Wednesday, May 30, 2012

all over the place

so many things i didn't think.  since my dad had been the victim of an overwhelming stroke for almost 3.5 yrs, i thought i'd feel relief for him when he passed.  i did - but i did not expect the level of sadness i myself feel.  i figured i'd gotten used to him being gone.  i think more likely, i harbored some hope he'd 'wake up' and be himself again.

i didn't expect this whole feeling-like-an-orphan thing.  mom's been gone 4.5 years - but seriously, how can one be an orphan at 55?!  yet i'm told it's a very common feeling.  i figured i'd feel relief that they were, to me, reunited now - and i do - but i feel left behind.  and not very compassionate for myself.

i know now i'll remain part of a family with one brother, yet not with another.  and i don't know abt the two of them remaining close at all.  in most families, the parents are the unifying forces.  and the parents are gone.

i feel in 100 pieces all over the place.


Friday, May 25, 2012

Back Home

i've been back to work.  slowly, not really for full days, a step slower.  even thinking slower.  you know what this feels like?  not only the death of my father, but the death of my parents.  maybe because dad was the last parent to die.  but i know that significant deaths bring up all kinds of stuff from earlier significant deaths.  i feel my mother's life/death evolving around me.  she died in september of 2007, almost 5 years ago.  it feels more like now the two of them have gone.  i don't know why, and i don't have to know.

it's absurd, at age 55, to feel 'orphaned' - but that's what i feel.

Sunday, May 20, 2012

the funeral

it's been a long and tiring week.  i went up to NY for the funeral, a crazy 36 hours.  it was a nice funeral, very different from my mother's.  the difference?  my drama queen s/in/law was not there - so it was calmer, more appropriately subdued, and more emotionally connecting.  i didn't realize the type of energy she brought and how disruptive it was until she was absent.  this was the first experience i had with her siblings that was pleasant - because no one had to spend time either avoiding or reacting to her.

i stayed at my brother's, and had a chance to enjoy his family, including a wonderful niece.

my father's funeral was nice - with dignity, respect and love.  the rabbi was great and i think my father would have been pleased.  it was what it should have been, a tribute to him. i'd almost not flown up, afraid it would be like the horror show that was my mother's funeral.
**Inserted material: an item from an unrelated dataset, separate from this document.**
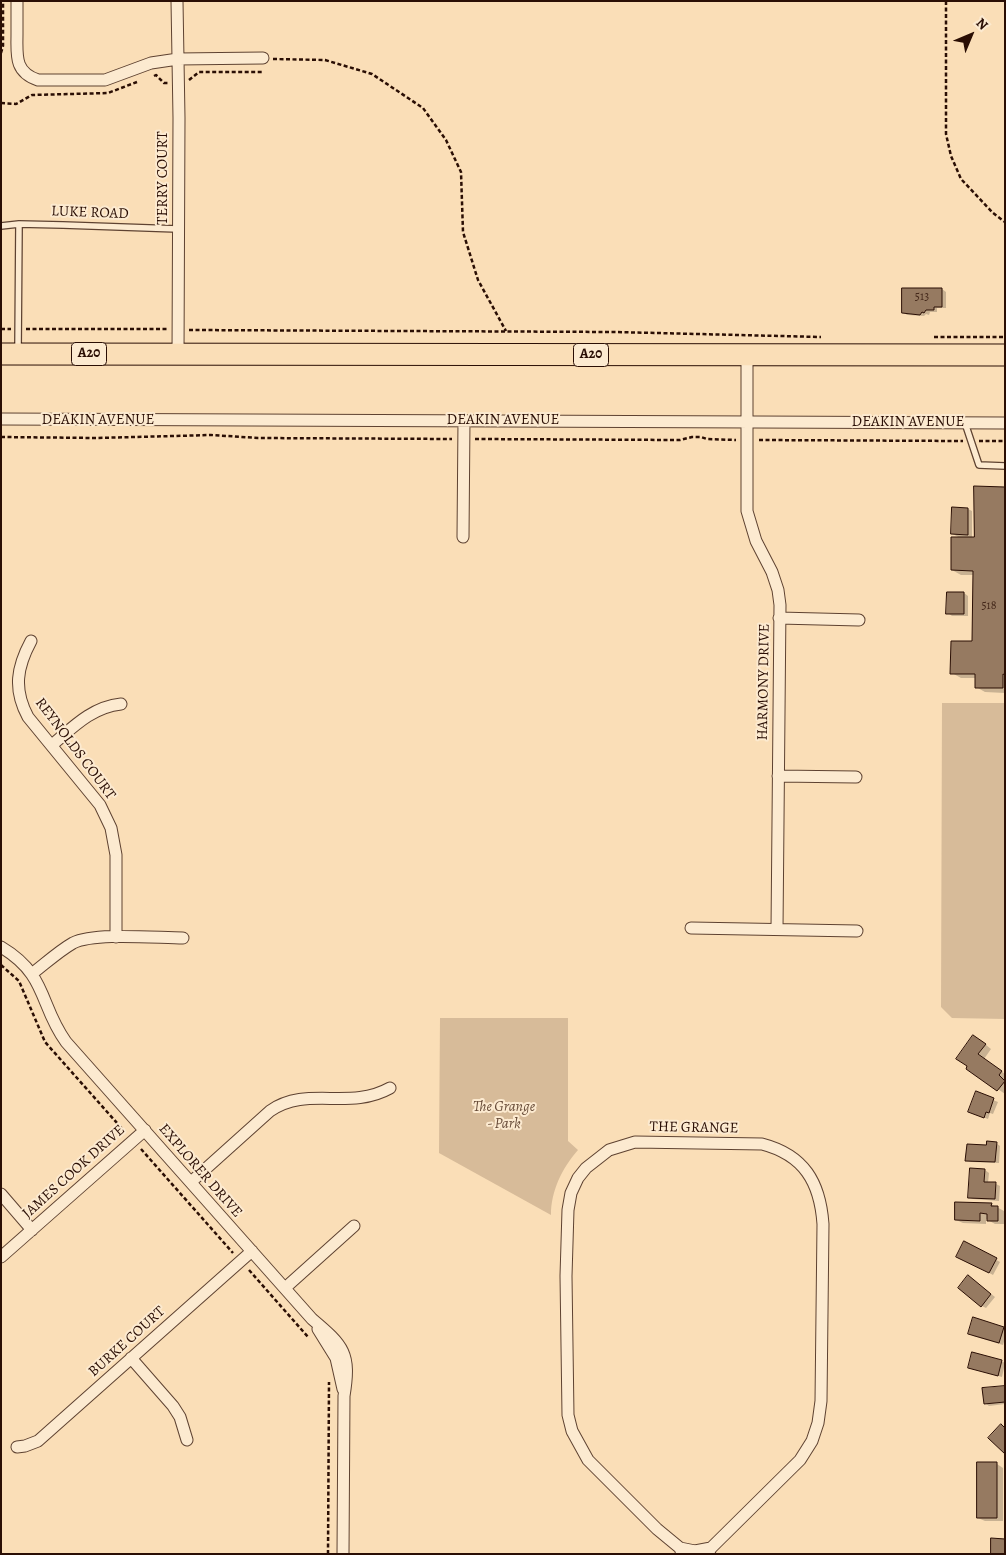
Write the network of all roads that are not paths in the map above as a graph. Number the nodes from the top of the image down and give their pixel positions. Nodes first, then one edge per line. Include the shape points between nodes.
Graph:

i had the opportunity to see my mother's grave marker, which i hadn't yet seen.  it will be for both mom and dad.  it has a saying in latin over the top of the marker - "love conquers all", and that is a fitting tribute to the two of them. they had a great many challenges to face.  i think my father chose the saying, although it could have been the two of them.

and now, just now, reality is beginning to sink in.  he's really dead, they're both really gone.  it's not emotionally accurate, but at 55, i feel like an orphan.

Monday, May 14, 2012

Goodbye

My father passed away this morning, after a lengthy illness.  I feel very sad, still, kind of like in slow motion.  In fact, that's all for now.

Sunday, May 13, 2012

Mother's Day

there's not a much odder feeling than being a motherless daughter on mother's day.  many women in this position are mothers themselves, so it's still a very meaningful day.  i make jokes about it, but being the human mother to animals just doesn't conjure up the same emotions.  and this year is just a touch more uncomfortable because of my father's health, and the possibility that he won't be around for father's day.

it's a day calling out for me to somehow create...something.  to do something with the isolation that kind of conquers it.  right now, today, i don't have a clue what that would look like.  i think i'm doing good by keeping in touch with people, acknowledging the mothers among my friends, calling my mothering aunt to wish her a good day....

my partner is in the same emotional place and she is doing things similar to me, and every now and then we pull ourselves out of our separate spaces and meet in the middle. later we'll spend the evening together and that will be good.

motherless daughter who are also not mothers.......a hard category for  day like today.

Monday, May 7, 2012

The Slow Goodbye

My father is slowly moving forward in his leave-taking.  He's far more somnolent than he has been, less responsive to external stimuli, erratically eating and drinking ( if at all).  He has an infection that is not responding to antibiotics, and the terms of his Living Will make more aggressive treatment off-limits.  He's been in a sort of suspended animation for over 3 years - but some new insult to his body happened recently and he's not bouncing back.

It's better this way.  He has minimal quality of life, takes enjoyment in nothing, does not respond directly to any talking, does not instigate goal-oriented behavior.  I believe (or I want to believe) he wants to be with my mother, who passed on a little less than 5 years ago.  He told me many times after her death that he was supposed to go first, bewildered at those times.

I love my father - and I want him to pass from this world to the next, because all that's here for him is a kind of hell on earth.